Early life and education
Fourreau was born in 1999 in Pontault-Combault to a French father and a Swedish mother, both working as officials. She attended Lycée Malherbe in Caen, earning her Baccalauréat Littéraire with a mention très bien in 2017. She then studied at Sciences Po Rennes.Political career
Fourreau was elected as an Member of the European Parliament in the 2024 European elections. She was elected from the France constituency on the ballot of La France Insoumise–PG––REV–Péyi-A–PLR. Fourreau sits with The Left parliamentary group. She is the youngest person to have been elected a MEP for France.she is part of the Committee on Fisheries, promoting measures against overfishing and a transition to eco-social fishing; of the Committee on the Environment, Public Health and Food Safety; of the Delegation for relations with the Mashreq countries; and of the Delegation to the Parliamentary Assembly of the Union for the Mediterranean.
Activism and legal issues
Committed to the protection of marine ecosystems, Fourreau is the founder of Sang Océan, an organization opposing, among other things, the trade of shark fins.
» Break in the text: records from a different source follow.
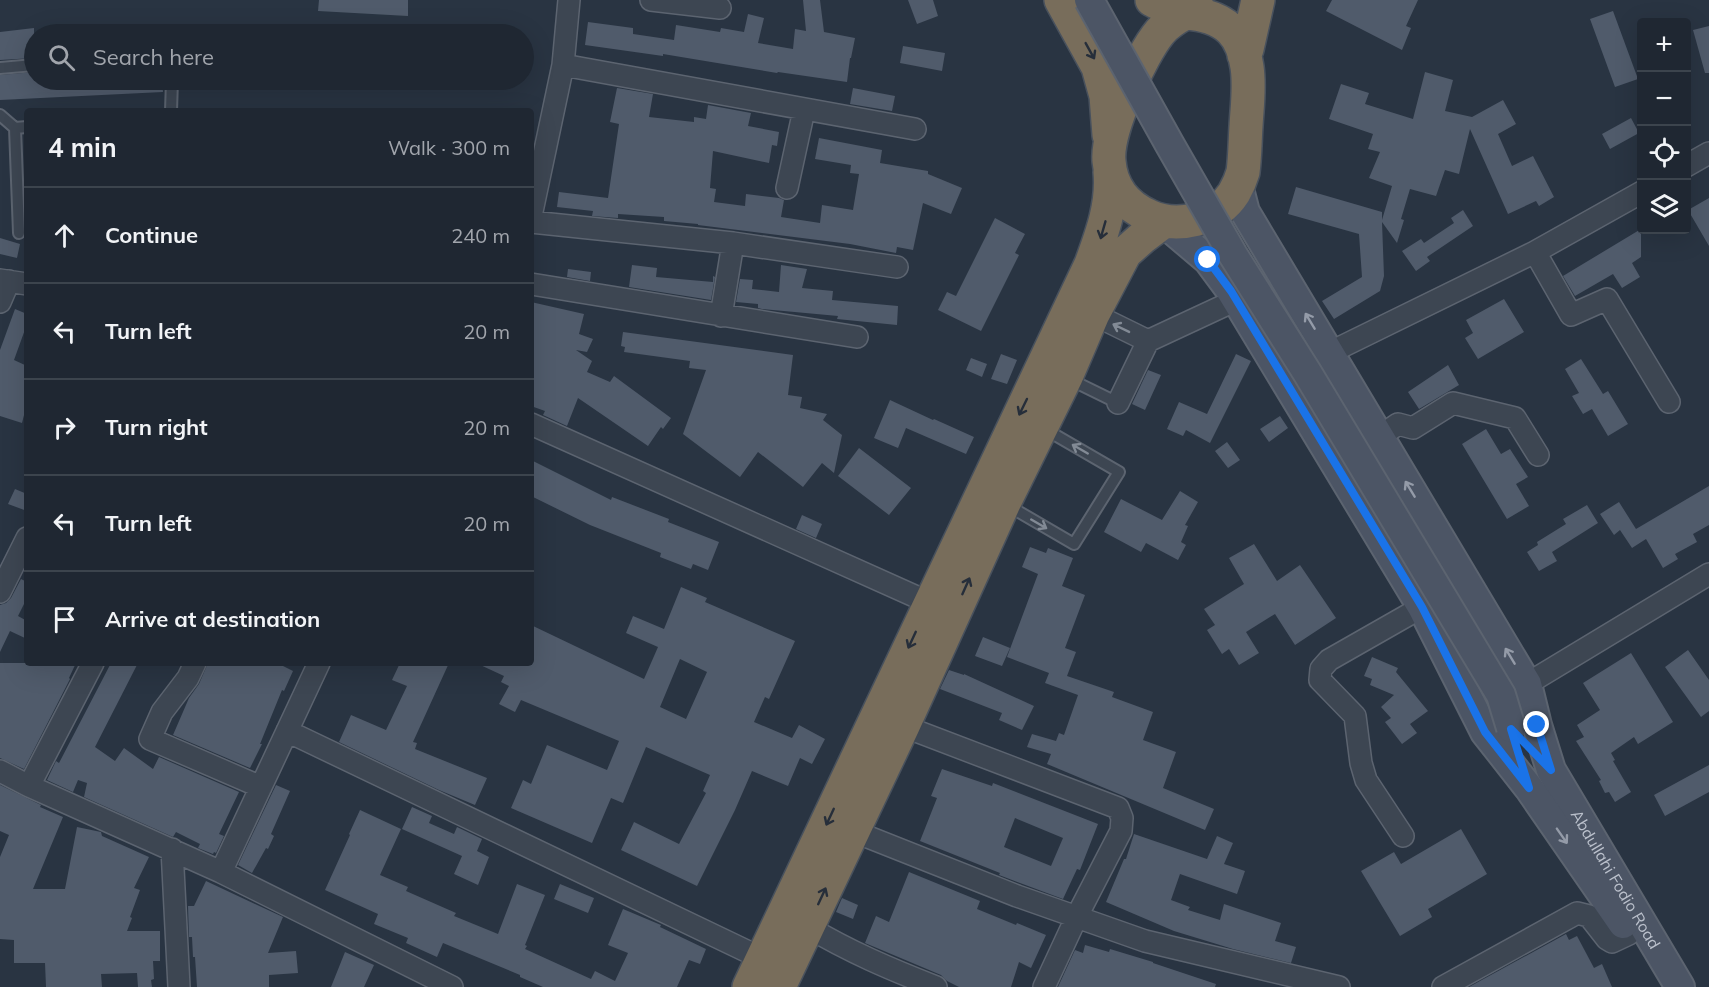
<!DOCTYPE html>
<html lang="en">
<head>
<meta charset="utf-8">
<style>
	body { margin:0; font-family:Mulish,sans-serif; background:#2c333e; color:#f1f3f6 }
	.controls { position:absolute; right:18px; top:18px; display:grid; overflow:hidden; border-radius:6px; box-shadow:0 6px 24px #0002 }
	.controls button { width:54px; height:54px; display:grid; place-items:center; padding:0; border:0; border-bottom:2px solid #3c444d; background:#1f2732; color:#f1f3f6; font:30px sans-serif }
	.stop { position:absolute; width:18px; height:18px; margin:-14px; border:4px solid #1a73e8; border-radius:50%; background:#fff }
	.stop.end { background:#1a73e8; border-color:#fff; box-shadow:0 2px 6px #0008 }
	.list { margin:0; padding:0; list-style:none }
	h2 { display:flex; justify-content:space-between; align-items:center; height:78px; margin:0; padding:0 24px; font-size:26px }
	h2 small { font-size:20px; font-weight:400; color:#a1a5ac }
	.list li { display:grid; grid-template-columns:39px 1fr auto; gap:18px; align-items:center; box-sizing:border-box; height:96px; padding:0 24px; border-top:2px solid #3c444d }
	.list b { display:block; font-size:22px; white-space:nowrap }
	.list em { font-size:20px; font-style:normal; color:#a1a5ac }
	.icon { flex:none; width:33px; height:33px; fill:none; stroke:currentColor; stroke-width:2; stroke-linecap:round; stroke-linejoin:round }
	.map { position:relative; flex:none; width:1709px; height:987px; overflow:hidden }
	.search { position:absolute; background:#1f2732; box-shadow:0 6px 24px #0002; left:24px; top:24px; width:510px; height:66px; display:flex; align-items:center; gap:15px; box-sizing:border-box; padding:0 21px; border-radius:33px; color:#a1a5ac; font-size:22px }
	.panel { position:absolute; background:#1f2732; box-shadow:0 6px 24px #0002; left:24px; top:108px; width:510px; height:558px; border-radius:6px }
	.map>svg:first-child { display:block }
	.building { fill:#505b6b; fill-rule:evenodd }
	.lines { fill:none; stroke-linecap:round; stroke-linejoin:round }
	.lane-casing { stroke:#5c6470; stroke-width:14 }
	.street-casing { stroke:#5c6470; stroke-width:24 }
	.secondary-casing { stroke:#5c6470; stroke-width:32 }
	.highway-casing { stroke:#48515d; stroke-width:36 }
	.lane { stroke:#3d4652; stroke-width:10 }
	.street { stroke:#3d4652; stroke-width:21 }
	.secondary { stroke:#4c5565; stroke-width:28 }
	.highway { stroke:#786d5b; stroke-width:33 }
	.secondary-bridge-casing { stroke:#5c6470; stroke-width:32; stroke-linecap:butt }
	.secondary-bridge { stroke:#4c5565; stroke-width:28 }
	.oneway { stroke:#262e3a }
	.oneway2 { stroke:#949ba8 }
	.oneway3 { stroke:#828a95 }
	.route { stroke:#1a73e8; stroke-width:8 }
	.labels { text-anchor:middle; stroke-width:6; stroke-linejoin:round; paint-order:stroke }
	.street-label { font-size:16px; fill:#bbc1cc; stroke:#222b38 }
</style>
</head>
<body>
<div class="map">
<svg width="1709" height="987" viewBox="0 0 1709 987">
	<rect width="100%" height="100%" fill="#293442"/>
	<path class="building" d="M319,0H408V16L318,11Z
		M803,0H820L824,32L855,38L851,58H850L847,82L778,72L777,73L663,54V56L585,45L588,22L633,28V34L674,40L676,25L720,32L721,28L744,32L748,14L764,18L758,43L793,49L795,29L806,31Z
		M908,0H933L938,16L917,24Z
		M1332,0H1418L1406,26L1411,28L1402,50L1326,11Z
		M1613,11L1638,79L1615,87L1590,19Z
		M1709,26V73H1705L1693,30Z
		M34,28V58L0,60V32Z
		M903,46L945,53L942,71L900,63Z
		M34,72V80H162L163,92L0,100V75Z
		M1425,72L1453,80L1445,111L1472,117L1503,100L1516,124L1498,134L1512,166L1533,156L1554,197L1539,206L1536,201L1508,214L1470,129L1459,174L1445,170L1436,196L1410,189L1401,219L1404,220L1397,243L1382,222L1384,276L1380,291L1334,319L1322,301L1362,277L1359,234L1288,214L1296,187L1382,212V220L1392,186L1369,178L1380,152L1368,149L1373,134L1329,119L1341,84L1369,93L1365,104L1413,119Z
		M617,88L653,94L649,117L694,122V117L706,119L708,105L751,113L748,126L779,132L777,146L772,145L769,163L713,151L710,188L716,189L714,202L745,206L746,194L779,198L784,200L781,217L820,223L822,205L853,210L859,174L850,173L851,165L815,159L819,138L882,150L880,163L928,171V174L962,188L951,214L923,203L913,250L897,247L896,253L850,244L698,225V224L664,221V217L618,214V218L592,216L593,211L557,207L559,192L608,198L619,124L610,122Z
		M853,88L895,96L892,111L850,104Z
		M1631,118L1639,133L1610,149L1602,134Z
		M1709,198V246L1688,210Z
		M1463,210L1473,226L1427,257L1430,261L1416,271L1402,251L1421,239L1424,243L1454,223L1451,218Z
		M995,218L1025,234L1015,253L1019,255L981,331L938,310L947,292L956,296Z
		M1641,229V257L1632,263L1640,277L1622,288L1613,274L1575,296L1563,276Z
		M0,238L20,244L17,258L0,254Z
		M632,265L657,268L656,277L713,282V276L715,277L711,300L629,287Z
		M781,265L807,269L802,288L833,291L832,300L898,306L897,325L837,319L838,316L762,309L758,308V304L736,302L740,279L753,280L752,289L779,292Z
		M568,269L591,272L590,281L567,277Z
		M1504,299L1524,332L1478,359L1465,338L1473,333L1466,320Z
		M531,302L584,314L579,334L593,339L587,352L576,350L592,361L587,372L610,382L614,376L671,418L663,429L661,427L648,446L578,398L567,426L543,415L545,411L531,406Z
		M15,309L27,314V324L14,360L27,366V412L25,411L22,423L0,416V350Z
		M623,332L793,355L788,395L802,397L800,408L827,414L823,420L842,435L834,473L822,463L803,487L758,452L740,477L683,434L706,370L689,368L690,361L624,352L625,347L621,346Z
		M1001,354L1017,360L1007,384L991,379Z
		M1236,354L1251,361L1210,443L1186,430L1183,436L1167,429L1179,402L1207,414Z
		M971,358L987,364L982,377L966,370Z
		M1581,359L1603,394L1608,391L1628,424L1608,436L1592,409L1583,414L1572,396L1579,393L1565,369Z
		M1448,365L1459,385L1419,409L1408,392Z
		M1148,370L1161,375L1145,410L1132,404Z
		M890,400L933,420L934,419L974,437L966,454L906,428L898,448L874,438Z
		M1280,416L1288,428L1269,442L1260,429Z
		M1486,429L1501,454L1510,449L1528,477L1516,484L1529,506L1507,519L1462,444Z
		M1227,442L1240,460L1228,468L1215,451Z
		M859,448L911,488L889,515L838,476Z
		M531,460L611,500L612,497L669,519L668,522L719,542L708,570L693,564L691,569L660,557L661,553L590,525L531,496Z
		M1709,486V525L1693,534L1697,542L1675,554L1678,559L1663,568L1646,539L1632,548L1620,530L1614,535L1600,514L1619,502L1636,529Z
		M15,489L27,494V511L8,504Z
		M1180,491L1198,502L1185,525L1188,526L1181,542L1186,545L1178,560L1146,543L1141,552L1104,532L1121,499L1162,520Z
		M1587,505L1598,523L1552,552L1557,561L1539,571L1527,552L1538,545L1537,542L1566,524L1563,519Z
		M802,515L822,524L816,538L796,529Z
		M1254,544L1277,581L1300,565L1336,618L1295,645L1275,614L1246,632L1259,653L1239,665L1229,649L1222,654L1207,630L1215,625L1204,609L1244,584L1229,558Z
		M1030,547L1046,553L1048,548L1073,558L1062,586L1085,595L1065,648L1076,652L1067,676L1114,692L1112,697L1153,712L1143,740L1176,752L1163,788L1214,809L1205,830L1047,764L1051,754L1027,747L1032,734L1056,741L1059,733L1064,735L1078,695L1045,683L1049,673L1007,657L1038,574L1022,567Z
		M21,579L27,582V598L18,616L27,621V639L10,631L0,652V605L6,603L11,598Z
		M681,587L707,598L705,602L795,641L769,699L765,697L754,722L792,738L799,725L825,739L812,764L800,758L788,786L752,771L735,810L697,886L621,850L634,822L679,844L706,793L703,791L710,775L646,747L623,803L611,798L592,843L511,808L523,780L531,784L547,745L607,770L619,741L521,700L515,712L499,704L509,686L501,682L504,676L476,663H531V625L644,679L658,647L626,633L633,616L664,629ZM680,659L707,672L686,719L660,707Z
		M983,637L1010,648L1002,666L975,656Z
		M1688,650L1709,680V711L1701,717L1665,667Z
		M1631,653L1673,722L1638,744L1634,737L1611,753L1615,760L1613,761L1631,792L1615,802L1609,792L1605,793L1599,781L1601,780L1576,741L1584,737L1577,725L1600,710L1583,683Z
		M1372,657L1398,668L1396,672L1428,711L1410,724L1417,733L1402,744L1385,722L1391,718L1381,707L1394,695L1370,685L1372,679L1364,676Z
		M0,663H76L69,678L70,679L24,769L0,758Z
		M111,663H138L95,747L115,761L124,748L153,769L159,757L239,792L219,834L224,836L216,853L214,852L213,854L198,848L200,844L176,832L173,837L84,797L87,783L78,780L73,792L47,780L56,761L59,763Z
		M208,663H277L293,671L284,691L282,690L260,744H262L250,768L173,735L189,698L199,684Z
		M400,663H449L413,742L417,743L415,749L487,778L475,805L439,790L339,742L351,715L386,730L407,686L392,680Z
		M949,670L964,675V674L1034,706L1022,730L999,720L1002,713L940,689Z
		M1709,765V792L1665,816L1654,795Z
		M942,769L992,786L993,783L1098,824L1080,870L1077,869L1063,899L999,875L1000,873L920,841L937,798L931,796ZM1015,818L1063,838L1051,866L1004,847Z
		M0,785L41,805L40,807L63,817L33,889H65L77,827L101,832L102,836L149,857L134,888L140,890L130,917L132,918L127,931H160V961H153L154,979L151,980L152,987H138L137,973L101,974L102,987H46L45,963H14V940L0,939V857L9,835L0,831Z
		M276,785L290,791L271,834L274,836L268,849L266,848L252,873L238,865Z
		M412,807L432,816L429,823L454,834L457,827L482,839L477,851L489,857L478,885L454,874L462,856L402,829Z
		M360,810L401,829L380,875L408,887L406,891L456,913L454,916L498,934L517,884L545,895L525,945L527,946L525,949L591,979L595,971L615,981L628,953L608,945L623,909L661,925L660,927L706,949L700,964L689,960L677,987H543L520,977V975L443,943L437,957L406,943L408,938L374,924L378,914L325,890L350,835L349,834Z
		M1461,829L1487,874L1428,909L1432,917L1400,936L1361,871L1394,852L1401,864Z
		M1134,834L1207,859L1217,836L1233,843L1224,864L1245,871L1237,894L1180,874L1171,900L1190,907L1188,910L1220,920L1224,904L1281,923L1275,941L1296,947L1291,963L1233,949L1174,931L1106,902L1124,859H1126Z
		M909,872L980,901L977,909L1016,925L1017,923L1046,935L1031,968L1019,962L1011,987H959L947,981L941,975L865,943L876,916L889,922Z
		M206,881L283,917L268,953L296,951L298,973L269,975V987H197L195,957H193L192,937H189L188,906H194Z
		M560,884L594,898L588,913L554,899Z
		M842,898L858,905L853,919L836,912Z
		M1566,934L1569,940L1577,936L1594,968L1602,964L1612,987H1469Z
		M1085,945L1109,952L1110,949L1153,962V963L1216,984L1215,987H1058L1075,950L1083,953Z
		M345,952L374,965L364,987H331Z"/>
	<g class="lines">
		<defs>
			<path id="lane" d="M0,68L34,65
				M171,111L172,80
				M0,115L15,128
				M19,233L15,128L27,127
				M1069,379L1118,403
				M1007,505L1074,544L1119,472L1043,428"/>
			<path id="street" d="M651,0L720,8
				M563,65L915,129
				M1686,166L1709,153
				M787,188L804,110
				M531,216L563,65L569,0
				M531,222L733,243L897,267
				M1535,252L1571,315L1607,299L1669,402
				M0,280L27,284
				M531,284L857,337
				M0,302L9,281
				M1093,314L1148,341
				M721,316L733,243
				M1329,353L1535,252L1642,192
				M1118,403L1148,341L1236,300
				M531,424L930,603
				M1379,437L1398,424L1413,428L1453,403L1515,418L1538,455
				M0,592L27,538
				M195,663L188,678L162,712L150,739L261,787
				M1527,684L1709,574
				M903,726L1118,808L1122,818L1121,831L1077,916L1044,987
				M287,731L763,959
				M0,771L29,786L221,872L452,987
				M29,786L93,663
				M853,831L1017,896L1145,941L1339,987
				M1403,836L1366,780L1361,763L1355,716L1320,680L1321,669L1329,660L1422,607
				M172,849L179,987
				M221,872L319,663
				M808,927C850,952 890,969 936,987
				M1443,987L1577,913L1589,916L1607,939L1612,942L1629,934"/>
			<g id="secondary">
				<path id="s1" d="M1238,185L1245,212L1527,684L1537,725L1551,770L1680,987"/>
				<path d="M1163,222L1208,260L1231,291L1422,607L1485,732L1529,788L1623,924"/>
			</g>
			<path id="highway" d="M1061,0L1098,67L1106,96L1109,135
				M1152,0C1168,8 1182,16 1199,10
				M1185,13C1202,14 1219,18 1231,30C1241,40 1245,54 1247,67C1250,87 1247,107 1246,126C1245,141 1245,157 1243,172C1241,179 1238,186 1234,193C1217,220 1177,229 1149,216C1126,206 1111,187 1109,161C1106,131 1141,55 1160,32C1167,23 1176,18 1185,13Z
				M1244,55L1247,49L1258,0
				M749,987L1091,264C1102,234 1113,204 1110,172
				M779,987L903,726L1004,503L1066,377L1093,314L1125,253L1143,237L1163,222"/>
		</defs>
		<use href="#lane" class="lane-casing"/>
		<use href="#street" class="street-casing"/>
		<use href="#secondary" class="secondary-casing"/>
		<use href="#highway" class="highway-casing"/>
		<use href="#lane" class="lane"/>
		<use href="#street" class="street"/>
		<use href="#secondary" class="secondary"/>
		<use href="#highway" class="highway"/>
		<defs>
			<path id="secondary-bridge" d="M1089,0L1170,145L1233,255L1308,374L1501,695L1511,728"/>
		</defs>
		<use href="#secondary-bridge" class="secondary-bridge-casing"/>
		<use href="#secondary-bridge" class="secondary-bridge"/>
	</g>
	<defs><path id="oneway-shaft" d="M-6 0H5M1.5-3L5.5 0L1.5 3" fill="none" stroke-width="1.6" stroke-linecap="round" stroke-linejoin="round" transform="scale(1.5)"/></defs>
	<g class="oneway">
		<use href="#oneway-shaft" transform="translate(1090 51) rotate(61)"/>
		<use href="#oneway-shaft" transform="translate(1103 230) rotate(106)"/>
		<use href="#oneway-shaft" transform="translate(1023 407) rotate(116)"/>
		<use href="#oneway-shaft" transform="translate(966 586) rotate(-66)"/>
		<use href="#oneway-shaft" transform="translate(912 640) rotate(115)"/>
		<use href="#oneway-shaft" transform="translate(830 817) rotate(115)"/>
		<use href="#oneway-shaft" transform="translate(822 896) rotate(-65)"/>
	</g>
	<g class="oneway2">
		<use href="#oneway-shaft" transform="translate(1310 321) rotate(-121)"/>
		<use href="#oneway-shaft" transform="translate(1410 489) rotate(-121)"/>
		<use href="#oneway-shaft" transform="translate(1510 656) rotate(-121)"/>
		<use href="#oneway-shaft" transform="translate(1562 836) rotate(55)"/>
	</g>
	<g class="oneway3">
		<use href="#oneway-shaft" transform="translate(1121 328) rotate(-154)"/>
		<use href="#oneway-shaft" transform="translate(1080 449) rotate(-150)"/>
		<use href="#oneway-shaft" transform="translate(1039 524) rotate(30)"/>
	</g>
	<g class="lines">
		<path class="route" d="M1208,260L1231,291L1422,607L1485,732L1529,788L1511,729L1551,770L1537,725"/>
	</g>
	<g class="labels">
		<g class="street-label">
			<text dy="6" stroke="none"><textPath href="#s1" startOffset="794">Abdullahi Fodio Road</textPath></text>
		</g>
	</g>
</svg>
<div class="controls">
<button>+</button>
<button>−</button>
<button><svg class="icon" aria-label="locate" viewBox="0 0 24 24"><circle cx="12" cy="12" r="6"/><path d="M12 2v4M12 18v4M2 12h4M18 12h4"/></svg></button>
<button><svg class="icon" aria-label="layers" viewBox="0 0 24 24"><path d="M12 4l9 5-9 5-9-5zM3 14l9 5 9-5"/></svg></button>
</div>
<div class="stop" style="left:1208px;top:260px"></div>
<div class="stop end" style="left:1537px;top:725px"></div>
<div class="search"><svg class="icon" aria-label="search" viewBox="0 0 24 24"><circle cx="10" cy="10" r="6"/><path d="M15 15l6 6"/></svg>Search here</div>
<section class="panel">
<h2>4 min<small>Walk · 300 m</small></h2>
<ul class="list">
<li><svg class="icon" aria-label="ahead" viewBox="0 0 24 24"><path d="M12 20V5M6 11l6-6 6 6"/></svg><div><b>Continue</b></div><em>240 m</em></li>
<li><svg class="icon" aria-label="left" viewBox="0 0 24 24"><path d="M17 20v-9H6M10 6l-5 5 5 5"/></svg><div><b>Turn left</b></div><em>20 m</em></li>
<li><svg class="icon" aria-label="right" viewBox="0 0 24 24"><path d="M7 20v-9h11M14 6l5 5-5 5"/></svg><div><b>Turn right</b></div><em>20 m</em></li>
<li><svg class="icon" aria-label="left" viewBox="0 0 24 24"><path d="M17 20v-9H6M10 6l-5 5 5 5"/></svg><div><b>Turn left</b></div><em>20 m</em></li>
<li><svg class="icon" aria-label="arrive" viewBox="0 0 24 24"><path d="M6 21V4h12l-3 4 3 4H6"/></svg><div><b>Arrive at destination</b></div></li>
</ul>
</section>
</div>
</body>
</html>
As a MEP, she called for the liberation of Canadian environmental activist Paul Watson of Sea Shepherd when he was detained in Denmark.In July 2025, Fourreau, alongside fellow LFI member and French MP Gabrielle Cathala and other activists, was on board the Gaza Freedom Flotilla, seeking to break Israel's blockade of the Gaza Strip. Between 26 and 27 July, the IDF seized the ship, towed it to the Port of Ashdod, and detained the activists on board, vowing to deport them to their respective countries. Along with most of the detainees, she refused to sign deportation papers, and went on a hunger strike to protest Israel's illegal arrest of the crew and its starvation of Palestinians in Gaza; Cathala was expelled instead. On 29 July, Fourreau was transferred to the airport for deportation.
On 13 August 2025, Fourreau was briefly detained and interrogated by the judicial police of Caen for "apology of terrorism". She was questioned about the phrase "long live his fight", which she had used the previous month in a tweet celebrating the release of Lebanese pro-Palestinian militant Georges Ibrahim Abdallah. Fourreau, receiving solidarity from other LFI members, denounced the incident as an act of "political repression", contrasting the authorities' response to her tweet with their inaction over "dozens of tweets which actually constitute apology of the genocide taking place in Gaza".